[DATA PROVIDED Boundary: Start]
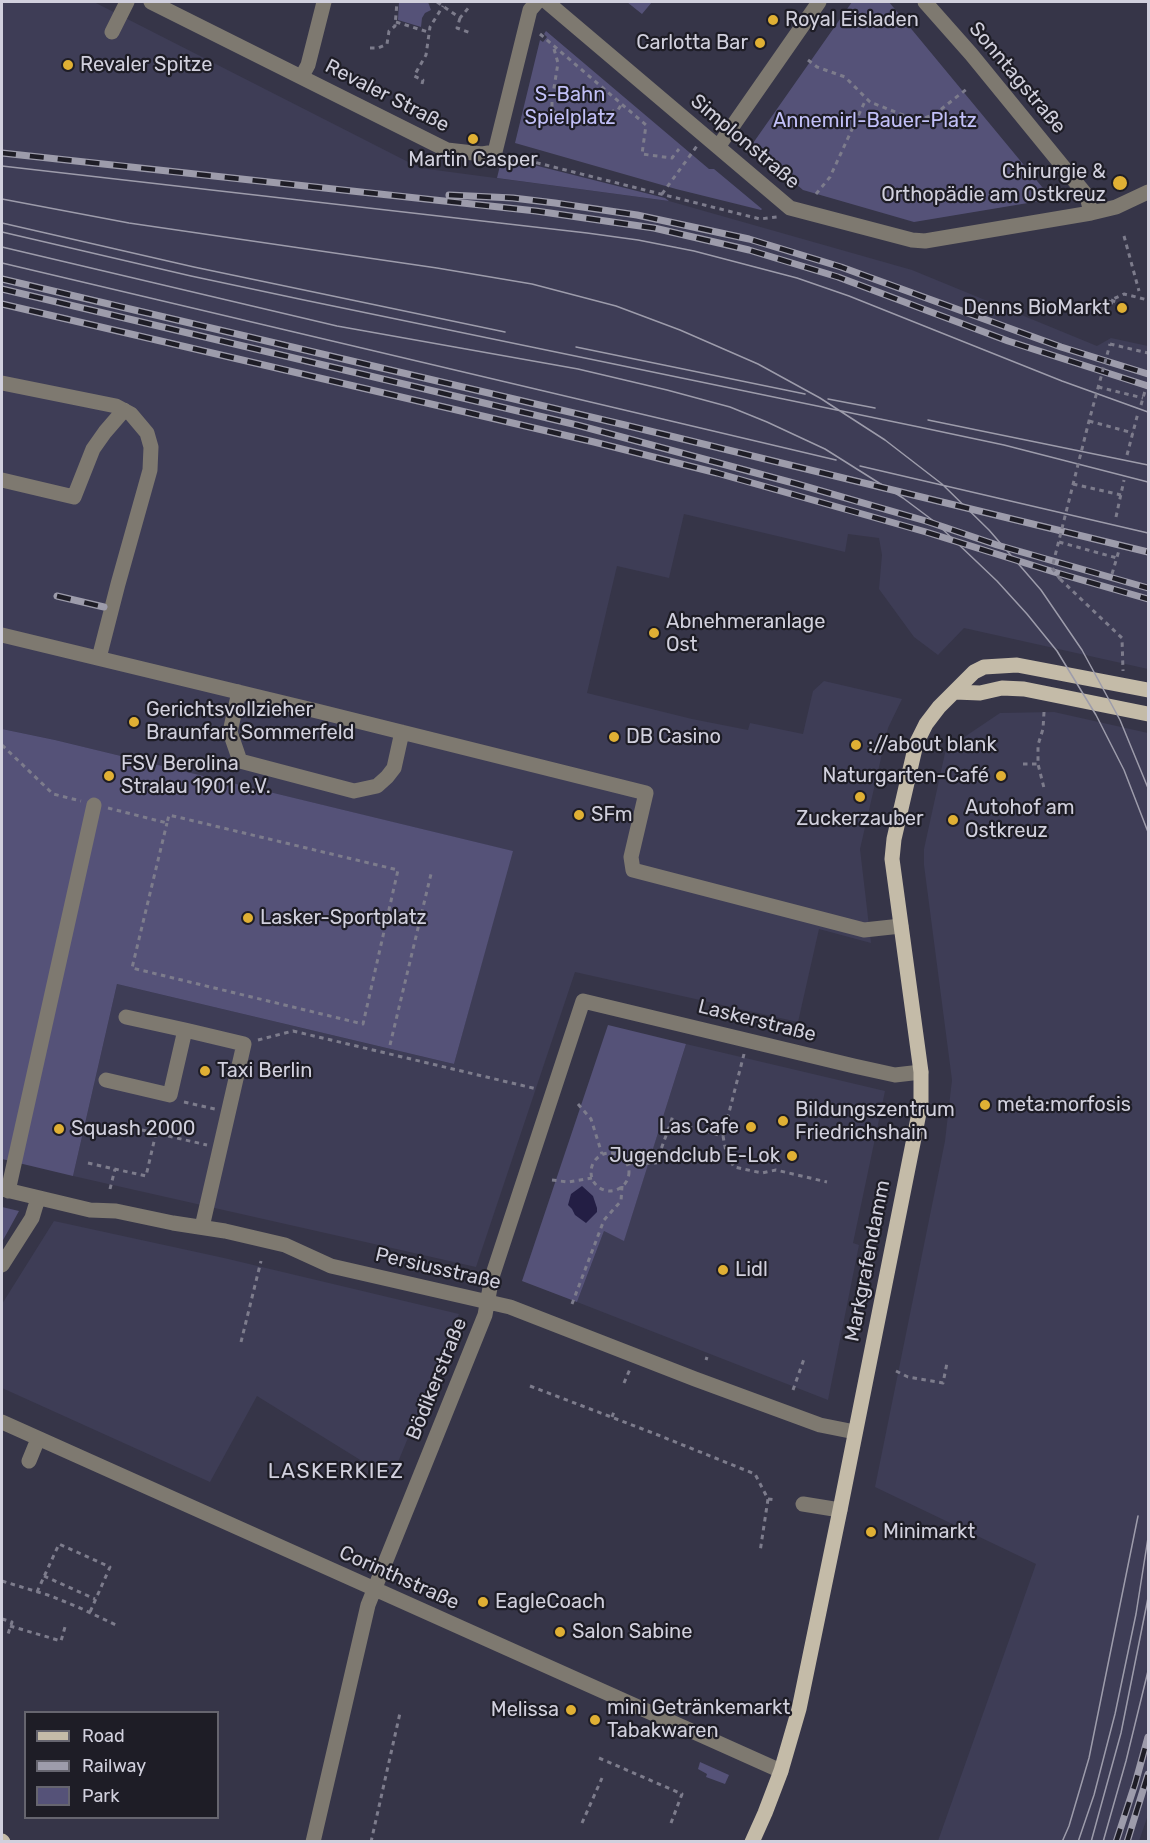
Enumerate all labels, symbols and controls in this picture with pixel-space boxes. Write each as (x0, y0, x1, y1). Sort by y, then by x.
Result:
place label: Royal Eisladen (785, 8, 919, 32)
marker: Royal Eisladen (766, 13, 780, 27)
street label: Sonntagstraße (963, 17, 1071, 139)
place label: Carlotta Bar (636, 31, 748, 55)
marker: Carlotta Bar (753, 36, 767, 50)
place label: Revaler Spitze (80, 53, 212, 77)
street label: Revaler Straße (321, 54, 453, 138)
marker: Revaler Spitze (61, 58, 75, 72)
park label: S-Bahn Spielplatz (525, 83, 615, 130)
street label: Simplonstraße (686, 89, 804, 195)
park label: Annemirl-Bauer-Platz (773, 109, 977, 133)
marker: Martin Casper (466, 132, 480, 146)
place label: Martin Casper (408, 148, 538, 172)
place label: Chirurgie & Orthopädie am Ostkreuz (881, 160, 1106, 207)
marker: Chirurgie & Orthopädie am Ostkreuz (1111, 174, 1129, 192)
place label: Denns BioMarkt (963, 296, 1110, 320)
marker: Denns BioMarkt (1115, 301, 1129, 315)
place label: Abnehmeranlage Ost (666, 610, 825, 657)
marker: Abnehmeranlage Ost (647, 626, 661, 640)
place label: Gerichtsvollzieher Braunfart Sommerfeld (146, 698, 354, 745)
marker: Gerichtsvollzieher Braunfart Sommerfeld (127, 715, 141, 729)
place label: DB Casino (626, 725, 721, 749)
marker: DB Casino (607, 730, 621, 744)
place label: ://about blank (868, 733, 997, 757)
marker: ://about blank (849, 738, 863, 752)
place label: FSV Berolina Stralau 1901 e.V. (121, 752, 271, 799)
place label: Naturgarten-Café (823, 764, 989, 788)
marker: FSV Berolina Stralau 1901 e.V. (102, 769, 116, 783)
marker: Naturgarten-Café (994, 769, 1008, 783)
marker: Zuckerzauber (853, 790, 867, 804)
place label: Autohof am Ostkreuz (965, 796, 1075, 843)
place label: SFm (591, 803, 633, 827)
place label: Zuckerzauber (796, 807, 924, 831)
marker: SFm (572, 808, 586, 822)
marker: Autohof am Ostkreuz (946, 813, 960, 827)
place label: Lasker-Sportplatz (260, 906, 427, 930)
marker: Lasker-Sportplatz (241, 911, 255, 925)
street label: Laskerstraße (696, 995, 818, 1047)
place label: Taxi Berlin (217, 1059, 312, 1083)
marker: Taxi Berlin (198, 1064, 212, 1078)
place label: meta:morfosis (997, 1093, 1131, 1117)
place label: Bildungszentrum Friedrichshain (795, 1098, 955, 1145)
marker: meta:morfosis (978, 1098, 992, 1112)
marker: Bildungszentrum Friedrichshain (776, 1114, 790, 1128)
place label: Las Cafe (659, 1115, 739, 1139)
place label: Squash 2000 (71, 1117, 196, 1141)
marker: Las Cafe (744, 1120, 758, 1134)
marker: Squash 2000 (52, 1122, 66, 1136)
place label: Jugendclub E-Lok (609, 1144, 780, 1168)
marker: Jugendclub E-Lok (785, 1149, 799, 1163)
street label: Markgrafendamm (841, 1178, 895, 1344)
street label: Persiusstraße (373, 1243, 503, 1295)
place label: Lidl (735, 1258, 768, 1282)
marker: Lidl (716, 1263, 730, 1277)
street label: Bödikerstraße (402, 1314, 472, 1444)
district label: LASKERKIEZ (268, 1459, 404, 1485)
place label: Minimarkt (883, 1520, 975, 1544)
marker: Minimarkt (864, 1525, 878, 1539)
street label: Corinthstraße (335, 1541, 463, 1615)
place label: EagleCoach (495, 1590, 605, 1614)
marker: EagleCoach (476, 1595, 490, 1609)
place label: Salon Sabine (572, 1620, 692, 1644)
marker: Salon Sabine (553, 1625, 567, 1639)
place label: mini Getränkemarkt Tabakwaren (607, 1696, 790, 1743)
place label: Melissa (491, 1698, 559, 1722)
marker: Melissa (564, 1703, 578, 1717)
legend (24, 1711, 219, 1819)
marker: mini Getränkemarkt Tabakwaren (588, 1713, 602, 1727)
text: Road (82, 1725, 125, 1747)
text: Railway (82, 1755, 146, 1777)
text: Park (82, 1785, 119, 1807)

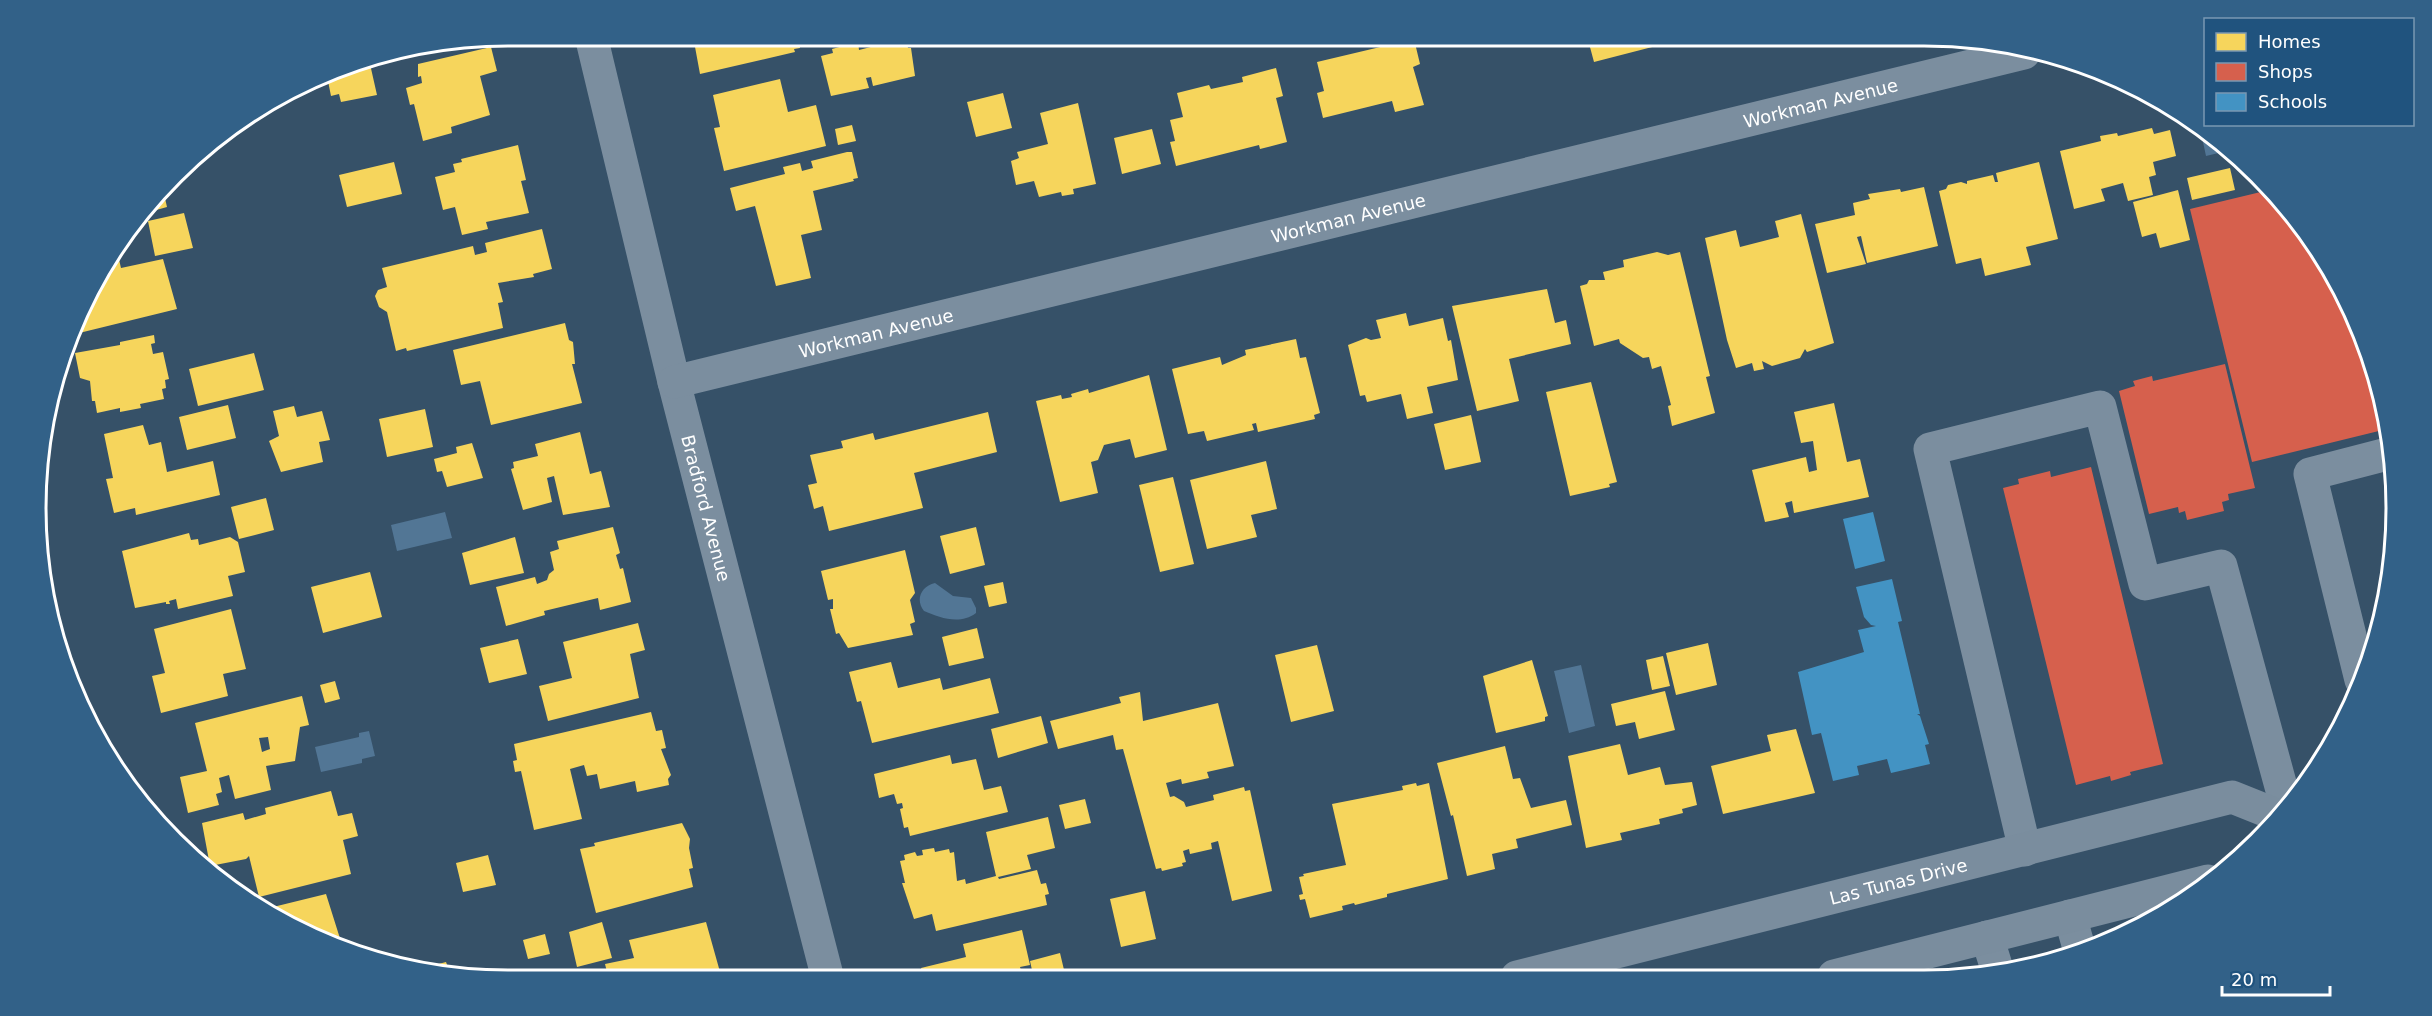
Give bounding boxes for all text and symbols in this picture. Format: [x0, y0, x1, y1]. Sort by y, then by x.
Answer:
legend [2204, 18, 2414, 126]
text: Homes [2258, 31, 2321, 52]
text: Shops [2258, 61, 2313, 82]
street label: Workman Avenue [1741, 74, 1900, 132]
text: Schools [2258, 91, 2327, 112]
street label: Workman Avenue [1269, 189, 1428, 247]
street label: Workman Avenue [797, 304, 955, 362]
street label: Bradford Avenue [678, 432, 736, 584]
street label: Las Tunas Drive [1827, 854, 1969, 909]
scale bar [2222, 959, 2330, 997]
text: 20 m [2231, 969, 2277, 990]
[DATA PROVIDED Boundary: End]
→ EXERCISE BRIEF
Repeat the listing verbatim. Skip the pictures.

→ RESPONSE TO THE TASK
Enumerate all labels, symbols and controls in this picture with pixel-space boxes. Write each as (x0, y0, x1, y1). Sort by y, then by x.
Result:
place label: Royal Eisladen (785, 8, 919, 32)
marker: Royal Eisladen (766, 13, 780, 27)
street label: Sonntagstraße (963, 17, 1071, 139)
place label: Carlotta Bar (636, 31, 748, 55)
marker: Carlotta Bar (753, 36, 767, 50)
place label: Revaler Spitze (80, 53, 212, 77)
street label: Revaler Straße (321, 54, 453, 138)
marker: Revaler Spitze (61, 58, 75, 72)
park label: S-Bahn Spielplatz (525, 83, 615, 130)
street label: Simplonstraße (686, 89, 804, 195)
park label: Annemirl-Bauer-Platz (773, 109, 977, 133)
marker: Martin Casper (466, 132, 480, 146)
place label: Martin Casper (408, 148, 538, 172)
place label: Chirurgie & Orthopädie am Ostkreuz (881, 160, 1106, 207)
marker: Chirurgie & Orthopädie am Ostkreuz (1111, 174, 1129, 192)
place label: Denns BioMarkt (963, 296, 1110, 320)
marker: Denns BioMarkt (1115, 301, 1129, 315)
place label: Abnehmeranlage Ost (666, 610, 825, 657)
marker: Abnehmeranlage Ost (647, 626, 661, 640)
place label: Gerichtsvollzieher Braunfart Sommerfeld (146, 698, 354, 745)
marker: Gerichtsvollzieher Braunfart Sommerfeld (127, 715, 141, 729)
place label: DB Casino (626, 725, 721, 749)
marker: DB Casino (607, 730, 621, 744)
place label: ://about blank (868, 733, 997, 757)
marker: ://about blank (849, 738, 863, 752)
place label: FSV Berolina Stralau 1901 e.V. (121, 752, 271, 799)
place label: Naturgarten-Café (823, 764, 989, 788)
marker: FSV Berolina Stralau 1901 e.V. (102, 769, 116, 783)
marker: Naturgarten-Café (994, 769, 1008, 783)
marker: Zuckerzauber (853, 790, 867, 804)
place label: Autohof am Ostkreuz (965, 796, 1075, 843)
place label: SFm (591, 803, 633, 827)
place label: Zuckerzauber (796, 807, 924, 831)
marker: SFm (572, 808, 586, 822)
marker: Autohof am Ostkreuz (946, 813, 960, 827)
place label: Lasker-Sportplatz (260, 906, 427, 930)
marker: Lasker-Sportplatz (241, 911, 255, 925)
street label: Laskerstraße (696, 995, 818, 1047)
place label: Taxi Berlin (217, 1059, 312, 1083)
marker: Taxi Berlin (198, 1064, 212, 1078)
place label: meta:morfosis (997, 1093, 1131, 1117)
place label: Bildungszentrum Friedrichshain (795, 1098, 955, 1145)
marker: meta:morfosis (978, 1098, 992, 1112)
marker: Bildungszentrum Friedrichshain (776, 1114, 790, 1128)
place label: Las Cafe (659, 1115, 739, 1139)
place label: Squash 2000 (71, 1117, 196, 1141)
marker: Las Cafe (744, 1120, 758, 1134)
marker: Squash 2000 (52, 1122, 66, 1136)
place label: Jugendclub E-Lok (609, 1144, 780, 1168)
marker: Jugendclub E-Lok (785, 1149, 799, 1163)
street label: Markgrafendamm (841, 1178, 895, 1344)
street label: Persiusstraße (373, 1243, 503, 1295)
place label: Lidl (735, 1258, 768, 1282)
marker: Lidl (716, 1263, 730, 1277)
street label: Bödikerstraße (402, 1314, 472, 1444)
district label: LASKERKIEZ (268, 1459, 404, 1485)
place label: Minimarkt (883, 1520, 975, 1544)
marker: Minimarkt (864, 1525, 878, 1539)
street label: Corinthstraße (335, 1541, 463, 1615)
place label: EagleCoach (495, 1590, 605, 1614)
marker: EagleCoach (476, 1595, 490, 1609)
place label: Salon Sabine (572, 1620, 692, 1644)
marker: Salon Sabine (553, 1625, 567, 1639)
place label: mini Getränkemarkt Tabakwaren (607, 1696, 790, 1743)
place label: Melissa (491, 1698, 559, 1722)
marker: Melissa (564, 1703, 578, 1717)
legend (24, 1711, 219, 1819)
marker: mini Getränkemarkt Tabakwaren (588, 1713, 602, 1727)
text: Road (82, 1725, 125, 1747)
text: Railway (82, 1755, 146, 1777)
text: Park (82, 1785, 119, 1807)

Give bounding boxes for all text and symbols in this picture. Format: [x0, y0, x1, y1]. Sort by y, then by x.
Answer:
legend [2204, 18, 2414, 126]
text: Homes [2258, 31, 2321, 52]
text: Shops [2258, 61, 2313, 82]
street label: Workman Avenue [1741, 74, 1900, 132]
text: Schools [2258, 91, 2327, 112]
street label: Workman Avenue [1269, 189, 1428, 247]
street label: Workman Avenue [797, 304, 955, 362]
street label: Bradford Avenue [678, 432, 736, 584]
street label: Las Tunas Drive [1827, 854, 1969, 909]
scale bar [2222, 959, 2330, 997]
text: 20 m [2231, 969, 2277, 990]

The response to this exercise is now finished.